Well, I don't care much about mockeries, as a matter of course.

I just want the criticism/reasoning to be sensible.

I'd wager my sanity that, that is the motivation for all suicide killers, feeling oppressed and scarred by the oppressors, until they decide to take matters into their own hands, and sacrifice their own life, for the life of the "enemies", because the enemies justly deserved it, for mocking them and their god/doctrine/what have you..........

It ain't just them cray cray Jihadists. Sanctioned in the Bible.

Again, I'm not much into mockeries.

But I think the core of what you've said here is important -- we need to really step back from the stories and detach from our familiarity, so we can see them from various perspectives. Samson is viewed as this hero, but realistically you CAN view it from the Philistine viewpoint... here's this guy who was a leader of the enemy but also very much a hedonist himself, who killed many of their men, burned down their fields, etc., humiliated them... and finally fell into their hands through a really stupid ruse (where Delilah kept tying him up, and finally cut his hair).

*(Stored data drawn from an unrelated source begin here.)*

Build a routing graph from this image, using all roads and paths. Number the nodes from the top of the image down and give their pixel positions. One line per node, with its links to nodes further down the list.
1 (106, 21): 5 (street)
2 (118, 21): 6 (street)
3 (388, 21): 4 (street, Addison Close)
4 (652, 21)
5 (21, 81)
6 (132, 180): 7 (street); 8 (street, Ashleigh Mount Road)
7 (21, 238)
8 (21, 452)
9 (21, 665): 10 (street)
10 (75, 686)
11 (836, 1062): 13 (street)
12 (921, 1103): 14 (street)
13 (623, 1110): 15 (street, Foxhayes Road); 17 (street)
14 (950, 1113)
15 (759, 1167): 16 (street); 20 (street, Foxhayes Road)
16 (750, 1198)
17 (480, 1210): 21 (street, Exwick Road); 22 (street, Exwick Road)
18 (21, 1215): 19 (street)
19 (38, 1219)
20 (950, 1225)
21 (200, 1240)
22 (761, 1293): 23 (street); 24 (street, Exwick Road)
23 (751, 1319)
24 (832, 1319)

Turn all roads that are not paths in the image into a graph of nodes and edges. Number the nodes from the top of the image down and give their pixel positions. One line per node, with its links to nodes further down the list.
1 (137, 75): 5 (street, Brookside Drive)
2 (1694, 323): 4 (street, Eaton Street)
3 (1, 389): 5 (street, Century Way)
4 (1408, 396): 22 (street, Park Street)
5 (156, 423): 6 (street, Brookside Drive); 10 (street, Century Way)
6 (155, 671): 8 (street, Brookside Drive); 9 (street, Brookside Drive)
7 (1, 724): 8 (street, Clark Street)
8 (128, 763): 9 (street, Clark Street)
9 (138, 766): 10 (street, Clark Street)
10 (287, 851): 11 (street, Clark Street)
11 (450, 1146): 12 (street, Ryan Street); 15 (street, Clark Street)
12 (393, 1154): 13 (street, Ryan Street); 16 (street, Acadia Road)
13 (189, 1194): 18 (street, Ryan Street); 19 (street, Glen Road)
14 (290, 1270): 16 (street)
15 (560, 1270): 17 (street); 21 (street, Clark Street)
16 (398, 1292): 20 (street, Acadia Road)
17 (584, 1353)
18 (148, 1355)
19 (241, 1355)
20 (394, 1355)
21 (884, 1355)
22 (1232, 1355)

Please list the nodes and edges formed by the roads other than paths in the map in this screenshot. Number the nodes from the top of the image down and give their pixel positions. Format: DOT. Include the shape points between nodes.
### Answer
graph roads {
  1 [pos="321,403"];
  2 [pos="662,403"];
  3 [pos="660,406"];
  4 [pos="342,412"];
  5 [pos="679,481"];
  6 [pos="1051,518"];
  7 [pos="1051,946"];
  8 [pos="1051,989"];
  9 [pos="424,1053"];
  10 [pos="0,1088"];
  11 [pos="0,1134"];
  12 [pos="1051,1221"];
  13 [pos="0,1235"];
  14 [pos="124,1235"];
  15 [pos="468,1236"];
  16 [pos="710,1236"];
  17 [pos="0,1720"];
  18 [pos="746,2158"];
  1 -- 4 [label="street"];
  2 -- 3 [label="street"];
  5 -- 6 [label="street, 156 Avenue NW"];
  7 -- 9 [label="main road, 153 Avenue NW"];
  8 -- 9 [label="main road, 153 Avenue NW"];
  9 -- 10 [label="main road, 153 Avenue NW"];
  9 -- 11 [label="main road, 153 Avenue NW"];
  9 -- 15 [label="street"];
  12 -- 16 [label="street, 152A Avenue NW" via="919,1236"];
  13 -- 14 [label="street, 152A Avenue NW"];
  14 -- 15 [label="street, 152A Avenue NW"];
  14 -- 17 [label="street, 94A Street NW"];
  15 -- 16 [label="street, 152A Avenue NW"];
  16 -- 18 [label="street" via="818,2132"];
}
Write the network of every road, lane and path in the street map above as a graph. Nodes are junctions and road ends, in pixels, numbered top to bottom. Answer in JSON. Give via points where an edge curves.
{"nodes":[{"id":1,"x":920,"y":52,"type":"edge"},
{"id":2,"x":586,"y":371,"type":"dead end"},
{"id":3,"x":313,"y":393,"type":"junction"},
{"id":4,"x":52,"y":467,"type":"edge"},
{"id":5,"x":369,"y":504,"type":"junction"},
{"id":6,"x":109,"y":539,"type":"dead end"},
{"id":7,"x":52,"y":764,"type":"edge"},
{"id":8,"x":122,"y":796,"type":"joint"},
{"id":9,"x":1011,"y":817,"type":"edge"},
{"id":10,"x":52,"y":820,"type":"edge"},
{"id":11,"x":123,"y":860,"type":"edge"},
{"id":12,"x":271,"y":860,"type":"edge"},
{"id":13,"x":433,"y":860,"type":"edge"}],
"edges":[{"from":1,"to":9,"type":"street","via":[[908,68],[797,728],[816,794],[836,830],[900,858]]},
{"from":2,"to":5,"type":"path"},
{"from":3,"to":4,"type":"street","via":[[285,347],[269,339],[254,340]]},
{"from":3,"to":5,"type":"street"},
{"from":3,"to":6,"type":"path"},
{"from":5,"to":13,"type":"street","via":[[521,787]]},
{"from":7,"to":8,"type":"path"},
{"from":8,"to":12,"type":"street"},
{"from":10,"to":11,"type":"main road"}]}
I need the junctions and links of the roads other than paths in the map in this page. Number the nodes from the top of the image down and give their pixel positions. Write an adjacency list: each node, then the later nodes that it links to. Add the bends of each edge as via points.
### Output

Putting out his eyes and making a public spectacle of him, to show their superiority and attain some kind of satisfaction after all the damage he wrought them, isn't really atypical for the times... and even today when the US killed Osama Bin Laden (for example), there was a lot of complaints about how he wasn't really made to pay for what he had done to us. Time changes, but times don't change.

I'm big on stepping around and viewing things from many angles, to get outside our own heads.

So yeah, you can view Samson as "Jihad'ing" out here, although he was already pretty much ruined by having lost his power and his sight and his freedom unlike most jihadists who are still healthy and would have various options besides suicide bombing.